**Instructions for the task**. Return the whole of the data exactly.

***** Data for analysis *****

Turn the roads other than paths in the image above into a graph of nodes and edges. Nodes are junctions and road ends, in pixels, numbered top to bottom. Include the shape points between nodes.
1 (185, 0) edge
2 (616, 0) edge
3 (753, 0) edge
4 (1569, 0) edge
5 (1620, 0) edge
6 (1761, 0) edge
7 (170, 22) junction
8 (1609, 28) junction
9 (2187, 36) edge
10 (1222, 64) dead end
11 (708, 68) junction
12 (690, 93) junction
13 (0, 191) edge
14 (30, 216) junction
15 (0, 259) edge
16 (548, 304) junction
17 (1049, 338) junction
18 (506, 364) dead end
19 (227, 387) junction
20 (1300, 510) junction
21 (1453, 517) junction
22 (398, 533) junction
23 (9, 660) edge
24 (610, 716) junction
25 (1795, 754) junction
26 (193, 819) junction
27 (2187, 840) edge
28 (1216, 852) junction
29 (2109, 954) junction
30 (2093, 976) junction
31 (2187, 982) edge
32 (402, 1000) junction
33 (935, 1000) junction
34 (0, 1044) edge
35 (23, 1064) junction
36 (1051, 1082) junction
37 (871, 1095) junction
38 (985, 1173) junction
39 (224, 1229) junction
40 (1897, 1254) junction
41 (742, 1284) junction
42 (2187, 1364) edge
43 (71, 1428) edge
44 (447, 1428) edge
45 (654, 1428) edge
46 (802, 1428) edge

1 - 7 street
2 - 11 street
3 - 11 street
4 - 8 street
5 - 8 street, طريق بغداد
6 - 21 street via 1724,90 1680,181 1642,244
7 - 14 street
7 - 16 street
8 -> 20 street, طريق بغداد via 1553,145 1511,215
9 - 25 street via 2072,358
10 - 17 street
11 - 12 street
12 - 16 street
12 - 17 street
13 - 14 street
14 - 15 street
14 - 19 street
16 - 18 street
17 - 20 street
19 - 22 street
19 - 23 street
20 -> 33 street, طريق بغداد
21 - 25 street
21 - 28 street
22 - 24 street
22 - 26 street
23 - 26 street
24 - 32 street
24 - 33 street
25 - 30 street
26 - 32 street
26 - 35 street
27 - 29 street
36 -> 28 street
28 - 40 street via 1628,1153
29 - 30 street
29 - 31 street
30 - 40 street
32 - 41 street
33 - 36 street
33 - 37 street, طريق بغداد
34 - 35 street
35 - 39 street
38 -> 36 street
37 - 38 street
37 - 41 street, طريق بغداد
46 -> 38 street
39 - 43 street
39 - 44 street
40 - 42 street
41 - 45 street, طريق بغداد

*****

**Result below**.
Turn the roads other than paths in the image above into a graph of nodes and edges. Nodes are junctions and road ends, in pixels, numbered top to bottom. Include the shape points between nodes.
1 (185, 0) edge
2 (616, 0) edge
3 (753, 0) edge
4 (1569, 0) edge
5 (1620, 0) edge
6 (1761, 0) edge
7 (170, 22) junction
8 (1609, 28) junction
9 (2187, 36) edge
10 (1222, 64) dead end
11 (708, 68) junction
12 (690, 93) junction
13 (0, 191) edge
14 (30, 216) junction
15 (0, 259) edge
16 (548, 304) junction
17 (1049, 338) junction
18 (506, 364) dead end
19 (227, 387) junction
20 (1300, 510) junction
21 (1453, 517) junction
22 (398, 533) junction
23 (9, 660) edge
24 (610, 716) junction
25 (1795, 754) junction
26 (193, 819) junction
27 (2187, 840) edge
28 (1216, 852) junction
29 (2109, 954) junction
30 (2093, 976) junction
31 (2187, 982) edge
32 (402, 1000) junction
33 (935, 1000) junction
34 (0, 1044) edge
35 (23, 1064) junction
36 (1051, 1082) junction
37 (871, 1095) junction
38 (985, 1173) junction
39 (224, 1229) junction
40 (1897, 1254) junction
41 (742, 1284) junction
42 (2187, 1364) edge
43 (71, 1428) edge
44 (447, 1428) edge
45 (654, 1428) edge
46 (802, 1428) edge

1 - 7 street
2 - 11 street
3 - 11 street
4 - 8 street
5 - 8 street, طريق بغداد
6 - 21 street via 1724,90 1680,181 1642,244
7 - 14 street
7 - 16 street
8 -> 20 street, طريق بغداد via 1553,145 1511,215
9 - 25 street via 2072,358
10 - 17 street
11 - 12 street
12 - 16 street
12 - 17 street
13 - 14 street
14 - 15 street
14 - 19 street
16 - 18 street
17 - 20 street
19 - 22 street
19 - 23 street
20 -> 33 street, طريق بغداد
21 - 25 street
21 - 28 street
22 - 24 street
22 - 26 street
23 - 26 street
24 - 32 street
24 - 33 street
25 - 30 street
26 - 32 street
26 - 35 street
27 - 29 street
36 -> 28 street
28 - 40 street via 1628,1153
29 - 30 street
29 - 31 street
30 - 40 street
32 - 41 street
33 - 36 street
33 - 37 street, طريق بغداد
34 - 35 street
35 - 39 street
38 -> 36 street
37 - 38 street
37 - 41 street, طريق بغداد
46 -> 38 street
39 - 43 street
39 - 44 street
40 - 42 street
41 - 45 street, طريق بغداد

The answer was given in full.